- WHAT THE TASK REQUIRES -
Without altering a word, return the records below, but exclude the pictures.
------ DATA SHOWN
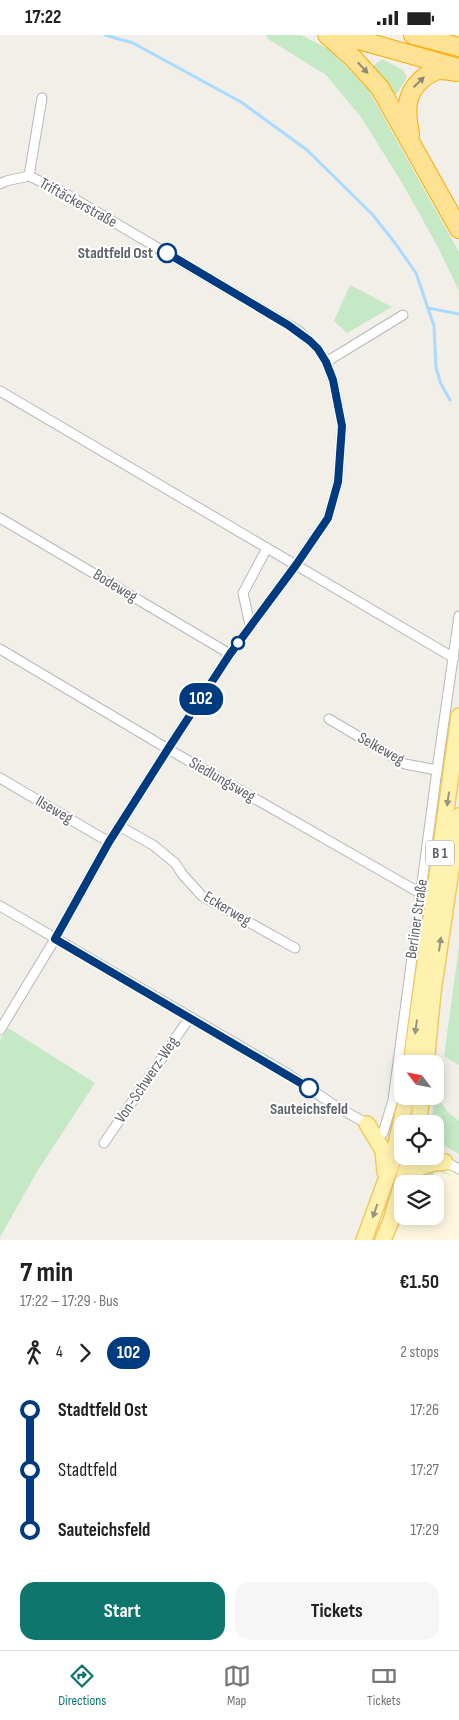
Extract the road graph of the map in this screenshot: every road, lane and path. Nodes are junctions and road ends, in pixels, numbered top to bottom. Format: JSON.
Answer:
{"nodes":[{"id":1,"x":327,"y":35,"type":"edge"},
{"id":2,"x":341,"y":35,"type":"edge"},
{"id":3,"x":413,"y":35,"type":"edge"},
{"id":4,"x":459,"y":47,"type":"edge"},
{"id":5,"x":459,"y":67,"type":"edge"},
{"id":6,"x":459,"y":72,"type":"edge"},
{"id":7,"x":42,"y":98,"type":"dead end"},
{"id":8,"x":412,"y":144,"type":"junction"},
{"id":9,"x":28,"y":176,"type":"junction"},
{"id":10,"x":0,"y":184,"type":"edge"},
{"id":11,"x":435,"y":186,"type":"junction"},
{"id":12,"x":459,"y":206,"type":"edge"},
{"id":13,"x":459,"y":229,"type":"edge"},
{"id":14,"x":403,"y":315,"type":"dead end"},
{"id":15,"x":326,"y":362,"type":"junction"},
{"id":16,"x":0,"y":391,"type":"edge"},
{"id":17,"x":0,"y":518,"type":"edge"},
{"id":18,"x":268,"y":548,"type":"junction"},
{"id":19,"x":296,"y":565,"type":"junction"},
{"id":20,"x":459,"y":616,"type":"edge"},
{"id":21,"x":250,"y":625,"type":"junction"},
{"id":22,"x":0,"y":649,"type":"edge"},
{"id":23,"x":230,"y":654,"type":"junction"},
{"id":24,"x":454,"y":658,"type":"junction"},
{"id":25,"x":459,"y":716,"type":"edge"},
{"id":26,"x":329,"y":719,"type":"dead end"},
{"id":27,"x":168,"y":749,"type":"junction"},
{"id":28,"x":437,"y":770,"type":"junction"},
{"id":29,"x":0,"y":778,"type":"edge"},
{"id":30,"x":459,"y":815,"type":"edge"},
{"id":31,"x":119,"y":826,"type":"junction"},
{"id":32,"x":109,"y":842,"type":"junction"},
{"id":33,"x":420,"y":893,"type":"junction"},
{"id":34,"x":0,"y":906,"type":"edge"},
{"id":35,"x":55,"y":939,"type":"junction"},
{"id":36,"x":295,"y":948,"type":"dead end"},
{"id":37,"x":190,"y":1017,"type":"junction"},
{"id":38,"x":1,"y":1029,"type":"edge"},
{"id":39,"x":412,"y":1055,"type":"edge"},
{"id":40,"x":427,"y":1055,"type":"edge"},
{"id":41,"x":367,"y":1124,"type":"junction"},
{"id":42,"x":383,"y":1133,"type":"junction"},
{"id":43,"x":394,"y":1138,"type":"edge"},
{"id":44,"x":104,"y":1143,"type":"dead end"},
{"id":45,"x":394,"y":1158,"type":"edge"},
{"id":46,"x":444,"y":1161,"type":"edge"},
{"id":47,"x":423,"y":1165,"type":"edge"},
{"id":48,"x":459,"y":1169,"type":"edge"},
{"id":49,"x":408,"y":1175,"type":"edge"},
{"id":50,"x":386,"y":1181,"type":"junction"},
{"id":51,"x":394,"y":1208,"type":"edge"},
{"id":52,"x":364,"y":1240,"type":"edge"},
{"id":53,"x":384,"y":1240,"type":"edge"}],
"edges":[{"from":1,"to":8,"type":"highway","one_way":true},
{"from":2,"to":5,"type":"highway"},
{"from":3,"to":4,"type":"highway"},
{"from":8,"to":6,"type":"highway","one_way":true},
{"from":7,"to":9,"type":"street"},
{"from":8,"to":11,"type":"highway"},
{"from":9,"to":10,"type":"street"},
{"from":9,"to":15,"type":"street","name":"Triftäckerstraße"},
{"from":11,"to":12,"type":"highway"},
{"from":11,"to":13,"type":"highway"},
{"from":14,"to":15,"type":"street"},
{"from":15,"to":19,"type":"street","name":"Triftäckerstraße"},
{"from":16,"to":18,"type":"street"},
{"from":17,"to":23,"type":"street","name":"Bodeweg"},
{"from":18,"to":19,"type":"street"},
{"from":18,"to":21,"type":"street"},
{"from":19,"to":21,"type":"street","name":"Triftäckerstraße"},
{"from":19,"to":24,"type":"street"},
{"from":20,"to":24,"type":"street","name":"Berliner Straße"},
{"from":21,"to":23,"type":"street","name":"Triftäckerstraße"},
{"from":22,"to":27,"type":"street","name":"Siedlungsweg"},
{"from":23,"to":27,"type":"street","name":"Triftäckerstraße"},
{"from":24,"to":28,"type":"street","name":"Berliner Straße"},
{"from":25,"to":39,"type":"main road","number":"B 1","one_way":true},
{"from":26,"to":28,"type":"street","name":"Selkeweg"},
{"from":27,"to":31,"type":"street","name":"Triftäckerstraße"},
{"from":27,"to":33,"type":"street","name":"Siedlungsweg"},
{"from":28,"to":33,"type":"street","name":"Berliner Straße"},
{"from":29,"to":32,"type":"street","name":"Ilseweg"},
{"from":40,"to":30,"type":"main road","number":"B 1","one_way":true},
{"from":31,"to":32,"type":"street","name":"Triftäckerstraße"},
{"from":31,"to":36,"type":"street","name":"Eckerweg"},
{"from":32,"to":35,"type":"street","name":"Triftäckerstraße"},
{"from":33,"to":42,"type":"street","name":"Berliner Straße"},
{"from":34,"to":35,"type":"street"},
{"from":35,"to":37,"type":"street"},
{"from":35,"to":38,"type":"street","name":"Triftäckerstraße"},
{"from":37,"to":41,"type":"street"},
{"from":37,"to":44,"type":"street","name":"Von-Schwerz-Weg"},
{"from":41,"to":42,"type":"street"},
{"from":41,"to":50,"type":"main road"},
{"from":42,"to":43,"type":"street"},
{"from":45,"to":50,"type":"main road"},
{"from":46,"to":48,"type":"street"},
{"from":47,"to":49,"type":"main road"},
{"from":50,"to":52,"type":"main road","one_way":true},
{"from":51,"to":53,"type":"main road"}]}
------------
- REPLY TO THE TASK -
Extract the road graph of the map in this screenshot: every road, lane and path. Nodes are junctions and road ends, in pixels, numbered top to bottom. Format: JSON.
Answer:
{"nodes":[{"id":1,"x":327,"y":35,"type":"edge"},
{"id":2,"x":341,"y":35,"type":"edge"},
{"id":3,"x":413,"y":35,"type":"edge"},
{"id":4,"x":459,"y":47,"type":"edge"},
{"id":5,"x":459,"y":67,"type":"edge"},
{"id":6,"x":459,"y":72,"type":"edge"},
{"id":7,"x":42,"y":98,"type":"dead end"},
{"id":8,"x":412,"y":144,"type":"junction"},
{"id":9,"x":28,"y":176,"type":"junction"},
{"id":10,"x":0,"y":184,"type":"edge"},
{"id":11,"x":435,"y":186,"type":"junction"},
{"id":12,"x":459,"y":206,"type":"edge"},
{"id":13,"x":459,"y":229,"type":"edge"},
{"id":14,"x":403,"y":315,"type":"dead end"},
{"id":15,"x":326,"y":362,"type":"junction"},
{"id":16,"x":0,"y":391,"type":"edge"},
{"id":17,"x":0,"y":518,"type":"edge"},
{"id":18,"x":268,"y":548,"type":"junction"},
{"id":19,"x":296,"y":565,"type":"junction"},
{"id":20,"x":459,"y":616,"type":"edge"},
{"id":21,"x":250,"y":625,"type":"junction"},
{"id":22,"x":0,"y":649,"type":"edge"},
{"id":23,"x":230,"y":654,"type":"junction"},
{"id":24,"x":454,"y":658,"type":"junction"},
{"id":25,"x":459,"y":716,"type":"edge"},
{"id":26,"x":329,"y":719,"type":"dead end"},
{"id":27,"x":168,"y":749,"type":"junction"},
{"id":28,"x":437,"y":770,"type":"junction"},
{"id":29,"x":0,"y":778,"type":"edge"},
{"id":30,"x":459,"y":815,"type":"edge"},
{"id":31,"x":119,"y":826,"type":"junction"},
{"id":32,"x":109,"y":842,"type":"junction"},
{"id":33,"x":420,"y":893,"type":"junction"},
{"id":34,"x":0,"y":906,"type":"edge"},
{"id":35,"x":55,"y":939,"type":"junction"},
{"id":36,"x":295,"y":948,"type":"dead end"},
{"id":37,"x":190,"y":1017,"type":"junction"},
{"id":38,"x":1,"y":1029,"type":"edge"},
{"id":39,"x":412,"y":1055,"type":"edge"},
{"id":40,"x":427,"y":1055,"type":"edge"},
{"id":41,"x":367,"y":1124,"type":"junction"},
{"id":42,"x":383,"y":1133,"type":"junction"},
{"id":43,"x":394,"y":1138,"type":"edge"},
{"id":44,"x":104,"y":1143,"type":"dead end"},
{"id":45,"x":394,"y":1158,"type":"edge"},
{"id":46,"x":444,"y":1161,"type":"edge"},
{"id":47,"x":423,"y":1165,"type":"edge"},
{"id":48,"x":459,"y":1169,"type":"edge"},
{"id":49,"x":408,"y":1175,"type":"edge"},
{"id":50,"x":386,"y":1181,"type":"junction"},
{"id":51,"x":394,"y":1208,"type":"edge"},
{"id":52,"x":364,"y":1240,"type":"edge"},
{"id":53,"x":384,"y":1240,"type":"edge"}],
"edges":[{"from":1,"to":8,"type":"highway","one_way":true},
{"from":2,"to":5,"type":"highway"},
{"from":3,"to":4,"type":"highway"},
{"from":8,"to":6,"type":"highway","one_way":true},
{"from":7,"to":9,"type":"street"},
{"from":8,"to":11,"type":"highway"},
{"from":9,"to":10,"type":"street"},
{"from":9,"to":15,"type":"street","name":"Triftäckerstraße"},
{"from":11,"to":12,"type":"highway"},
{"from":11,"to":13,"type":"highway"},
{"from":14,"to":15,"type":"street"},
{"from":15,"to":19,"type":"street","name":"Triftäckerstraße"},
{"from":16,"to":18,"type":"street"},
{"from":17,"to":23,"type":"street","name":"Bodeweg"},
{"from":18,"to":19,"type":"street"},
{"from":18,"to":21,"type":"street"},
{"from":19,"to":21,"type":"street","name":"Triftäckerstraße"},
{"from":19,"to":24,"type":"street"},
{"from":20,"to":24,"type":"street","name":"Berliner Straße"},
{"from":21,"to":23,"type":"street","name":"Triftäckerstraße"},
{"from":22,"to":27,"type":"street","name":"Siedlungsweg"},
{"from":23,"to":27,"type":"street","name":"Triftäckerstraße"},
{"from":24,"to":28,"type":"street","name":"Berliner Straße"},
{"from":25,"to":39,"type":"main road","number":"B 1","one_way":true},
{"from":26,"to":28,"type":"street","name":"Selkeweg"},
{"from":27,"to":31,"type":"street","name":"Triftäckerstraße"},
{"from":27,"to":33,"type":"street","name":"Siedlungsweg"},
{"from":28,"to":33,"type":"street","name":"Berliner Straße"},
{"from":29,"to":32,"type":"street","name":"Ilseweg"},
{"from":40,"to":30,"type":"main road","number":"B 1","one_way":true},
{"from":31,"to":32,"type":"street","name":"Triftäckerstraße"},
{"from":31,"to":36,"type":"street","name":"Eckerweg"},
{"from":32,"to":35,"type":"street","name":"Triftäckerstraße"},
{"from":33,"to":42,"type":"street","name":"Berliner Straße"},
{"from":34,"to":35,"type":"street"},
{"from":35,"to":37,"type":"street"},
{"from":35,"to":38,"type":"street","name":"Triftäckerstraße"},
{"from":37,"to":41,"type":"street"},
{"from":37,"to":44,"type":"street","name":"Von-Schwerz-Weg"},
{"from":41,"to":42,"type":"street"},
{"from":41,"to":50,"type":"main road"},
{"from":42,"to":43,"type":"street"},
{"from":45,"to":50,"type":"main road"},
{"from":46,"to":48,"type":"street"},
{"from":47,"to":49,"type":"main road"},
{"from":50,"to":52,"type":"main road","one_way":true},
{"from":51,"to":53,"type":"main road"}]}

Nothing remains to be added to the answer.